Sometimes it just seems as though life would be so much easier without him. I feel exhausted by our relationship and the feeling that I constantly put more in than I really get out. Outwardly, our lifestyle is great and people envy us. But I don't know how to face years more of this. I look around at the couples I know and I can't help wondering: how do people keep long marriages going?
A. Like you, I often ponder the mysteries of other people's marriages. Sometimes I wish it was OK simply to ask them how it all works ("So, have you really forgiven his affairs or do you stay with him because you can't bear to give up the house?"). But having seen lots of people's marriages come and go, I've come to the conclusion that what keeps people together, sometimes through infidelity, decade-long sex droughts, bickering, boredom, alcoholism or intense irritation, is simply that both of them want the marriage to last. Often this is because, despite it all, they really love each other. Sometimes it's because the alternative is too awful to contemplate.
Someone once told me that women with a perfectionist streak are more likely to stay in an abusive relationship as they find it difficult to face up to failure (perhaps also because highly ambitious people have a tendency towards self-loathing). Maybe perfectionists are more likely to stay in any marriage: marriage breakdown and single parenthood mean one fewer tick in the "success" box.

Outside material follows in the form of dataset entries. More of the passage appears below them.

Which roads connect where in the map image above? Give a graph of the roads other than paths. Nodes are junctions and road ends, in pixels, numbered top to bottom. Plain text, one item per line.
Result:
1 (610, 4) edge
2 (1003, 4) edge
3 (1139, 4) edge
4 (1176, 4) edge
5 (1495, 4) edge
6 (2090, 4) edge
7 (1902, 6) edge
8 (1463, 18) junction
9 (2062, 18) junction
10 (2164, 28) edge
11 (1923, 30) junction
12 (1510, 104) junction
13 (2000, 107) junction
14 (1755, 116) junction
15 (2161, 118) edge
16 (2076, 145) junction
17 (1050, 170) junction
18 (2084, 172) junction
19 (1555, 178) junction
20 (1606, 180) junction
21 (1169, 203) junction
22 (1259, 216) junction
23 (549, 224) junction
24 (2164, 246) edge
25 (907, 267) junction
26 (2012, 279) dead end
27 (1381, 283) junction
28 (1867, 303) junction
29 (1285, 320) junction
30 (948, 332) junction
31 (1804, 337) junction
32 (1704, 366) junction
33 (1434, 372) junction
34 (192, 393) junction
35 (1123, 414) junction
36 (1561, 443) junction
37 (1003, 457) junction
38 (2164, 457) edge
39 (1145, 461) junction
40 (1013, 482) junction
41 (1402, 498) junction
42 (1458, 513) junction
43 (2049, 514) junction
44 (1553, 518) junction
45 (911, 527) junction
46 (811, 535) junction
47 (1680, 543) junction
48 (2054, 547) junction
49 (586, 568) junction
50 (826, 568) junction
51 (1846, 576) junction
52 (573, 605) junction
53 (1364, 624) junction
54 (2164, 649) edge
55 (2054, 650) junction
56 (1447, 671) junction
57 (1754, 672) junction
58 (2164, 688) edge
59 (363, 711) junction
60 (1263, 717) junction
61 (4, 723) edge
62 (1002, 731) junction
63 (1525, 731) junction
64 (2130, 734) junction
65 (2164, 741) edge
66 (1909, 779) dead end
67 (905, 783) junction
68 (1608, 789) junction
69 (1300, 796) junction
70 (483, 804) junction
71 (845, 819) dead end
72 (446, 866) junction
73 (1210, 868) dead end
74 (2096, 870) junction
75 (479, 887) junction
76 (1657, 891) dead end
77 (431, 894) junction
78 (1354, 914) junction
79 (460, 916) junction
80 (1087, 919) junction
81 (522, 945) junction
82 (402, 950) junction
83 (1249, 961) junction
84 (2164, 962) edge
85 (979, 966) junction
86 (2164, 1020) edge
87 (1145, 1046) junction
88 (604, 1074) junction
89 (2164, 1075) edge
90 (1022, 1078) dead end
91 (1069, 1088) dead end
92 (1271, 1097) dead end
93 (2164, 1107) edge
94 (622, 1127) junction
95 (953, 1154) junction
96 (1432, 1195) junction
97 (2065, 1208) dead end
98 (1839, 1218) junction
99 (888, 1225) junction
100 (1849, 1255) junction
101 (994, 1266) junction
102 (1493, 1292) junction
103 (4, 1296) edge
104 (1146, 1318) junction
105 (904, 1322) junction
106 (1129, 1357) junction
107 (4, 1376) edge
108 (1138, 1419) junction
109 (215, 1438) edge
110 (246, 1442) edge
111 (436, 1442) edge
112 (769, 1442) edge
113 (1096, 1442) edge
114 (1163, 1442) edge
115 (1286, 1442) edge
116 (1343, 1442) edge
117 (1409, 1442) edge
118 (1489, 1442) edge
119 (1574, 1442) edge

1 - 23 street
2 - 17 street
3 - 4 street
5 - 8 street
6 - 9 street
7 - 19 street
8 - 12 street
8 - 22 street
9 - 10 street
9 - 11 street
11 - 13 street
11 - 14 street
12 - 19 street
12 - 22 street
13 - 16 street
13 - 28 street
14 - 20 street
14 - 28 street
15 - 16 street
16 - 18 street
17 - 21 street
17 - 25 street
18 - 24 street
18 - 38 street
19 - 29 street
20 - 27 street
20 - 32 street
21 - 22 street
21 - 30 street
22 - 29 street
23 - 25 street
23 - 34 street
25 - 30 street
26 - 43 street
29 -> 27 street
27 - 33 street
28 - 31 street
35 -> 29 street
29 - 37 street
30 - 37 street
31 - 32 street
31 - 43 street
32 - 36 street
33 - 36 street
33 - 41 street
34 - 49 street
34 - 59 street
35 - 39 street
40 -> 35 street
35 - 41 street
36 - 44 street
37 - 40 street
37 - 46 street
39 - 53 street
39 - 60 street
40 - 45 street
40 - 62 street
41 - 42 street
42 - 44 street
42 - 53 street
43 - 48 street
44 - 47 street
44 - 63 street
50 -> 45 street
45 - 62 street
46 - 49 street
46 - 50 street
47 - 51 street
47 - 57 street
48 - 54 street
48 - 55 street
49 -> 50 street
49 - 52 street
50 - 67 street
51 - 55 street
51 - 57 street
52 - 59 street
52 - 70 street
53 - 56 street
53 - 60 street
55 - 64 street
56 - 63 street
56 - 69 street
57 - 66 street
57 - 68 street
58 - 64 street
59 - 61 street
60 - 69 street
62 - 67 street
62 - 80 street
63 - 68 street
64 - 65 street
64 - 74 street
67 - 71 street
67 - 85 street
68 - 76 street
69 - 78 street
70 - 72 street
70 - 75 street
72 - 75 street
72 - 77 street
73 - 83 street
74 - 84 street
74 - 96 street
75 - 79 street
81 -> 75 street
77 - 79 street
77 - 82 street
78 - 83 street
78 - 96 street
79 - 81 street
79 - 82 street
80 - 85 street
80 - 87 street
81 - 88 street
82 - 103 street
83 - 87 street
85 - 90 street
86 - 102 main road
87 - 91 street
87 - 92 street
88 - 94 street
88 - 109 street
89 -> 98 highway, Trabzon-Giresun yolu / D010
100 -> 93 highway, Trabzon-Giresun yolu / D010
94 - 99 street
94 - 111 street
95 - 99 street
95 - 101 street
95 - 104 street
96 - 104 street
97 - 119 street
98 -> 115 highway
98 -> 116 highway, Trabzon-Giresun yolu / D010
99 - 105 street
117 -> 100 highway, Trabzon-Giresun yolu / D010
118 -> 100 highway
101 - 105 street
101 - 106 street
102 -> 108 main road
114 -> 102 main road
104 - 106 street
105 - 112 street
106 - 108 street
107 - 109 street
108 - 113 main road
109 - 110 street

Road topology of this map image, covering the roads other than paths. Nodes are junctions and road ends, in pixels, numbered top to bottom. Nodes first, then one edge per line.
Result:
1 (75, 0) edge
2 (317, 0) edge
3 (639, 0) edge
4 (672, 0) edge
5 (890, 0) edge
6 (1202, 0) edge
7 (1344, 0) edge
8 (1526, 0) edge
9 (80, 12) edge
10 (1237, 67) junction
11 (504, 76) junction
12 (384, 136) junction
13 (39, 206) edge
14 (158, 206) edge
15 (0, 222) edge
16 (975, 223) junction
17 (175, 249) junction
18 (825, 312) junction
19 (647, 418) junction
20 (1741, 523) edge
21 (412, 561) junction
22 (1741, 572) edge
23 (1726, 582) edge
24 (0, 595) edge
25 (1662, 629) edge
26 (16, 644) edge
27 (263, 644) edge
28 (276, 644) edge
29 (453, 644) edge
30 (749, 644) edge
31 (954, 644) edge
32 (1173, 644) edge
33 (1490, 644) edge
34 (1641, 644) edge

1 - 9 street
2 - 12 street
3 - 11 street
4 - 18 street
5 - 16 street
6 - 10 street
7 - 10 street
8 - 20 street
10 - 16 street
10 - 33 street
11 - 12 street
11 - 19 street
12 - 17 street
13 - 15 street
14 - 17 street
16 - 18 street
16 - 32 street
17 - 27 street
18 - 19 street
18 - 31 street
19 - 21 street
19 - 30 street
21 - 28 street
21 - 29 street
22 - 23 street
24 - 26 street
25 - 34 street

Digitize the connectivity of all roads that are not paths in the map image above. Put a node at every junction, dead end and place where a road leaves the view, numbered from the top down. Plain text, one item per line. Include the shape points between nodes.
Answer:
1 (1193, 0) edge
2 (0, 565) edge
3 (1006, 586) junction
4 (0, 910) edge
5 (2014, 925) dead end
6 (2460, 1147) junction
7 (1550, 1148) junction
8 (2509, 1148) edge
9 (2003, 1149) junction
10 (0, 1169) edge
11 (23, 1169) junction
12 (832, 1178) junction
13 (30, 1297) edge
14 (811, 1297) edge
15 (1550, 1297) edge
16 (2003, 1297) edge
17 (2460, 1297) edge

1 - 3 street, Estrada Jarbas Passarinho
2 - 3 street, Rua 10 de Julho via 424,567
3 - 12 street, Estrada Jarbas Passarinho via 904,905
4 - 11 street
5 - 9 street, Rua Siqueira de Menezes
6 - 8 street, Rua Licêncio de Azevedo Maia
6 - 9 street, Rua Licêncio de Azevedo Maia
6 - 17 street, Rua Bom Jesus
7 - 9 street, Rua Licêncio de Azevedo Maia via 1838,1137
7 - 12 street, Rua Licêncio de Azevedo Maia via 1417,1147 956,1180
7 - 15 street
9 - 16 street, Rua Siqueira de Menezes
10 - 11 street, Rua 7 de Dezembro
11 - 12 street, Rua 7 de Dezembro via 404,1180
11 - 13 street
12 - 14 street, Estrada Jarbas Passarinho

As a single parent, I've had a fair bit on my plate over the years. Things I don't or haven't had: money; spontaneous visits to the pub; a social life; career advancement; an adult to enjoy doing nothing with. But I also don't have the huge job of managing a relationship or negotiating someone else's moods.
Marriages don't run themselves, and any marriage involving three children and two (I'm guessing) careers has dark forces working against it. It's shocking to feel hatred towards a loved one, but actually these powerful emotions go hand-in-hand. You love your husband and it sounds as though he loves you. Why would you not stay married?
You need to agree between you to apply the same level of nurturing and effort to your ailing relationship as you do to your children and your work. Effort sounds unromantic, but it's necessary. His moods and your sex drive (perhaps related) should be top of the agenda. Neglect the children if necessary and devote a year to this. There's so much to lose, and to gain. Don't watch it fester – do something.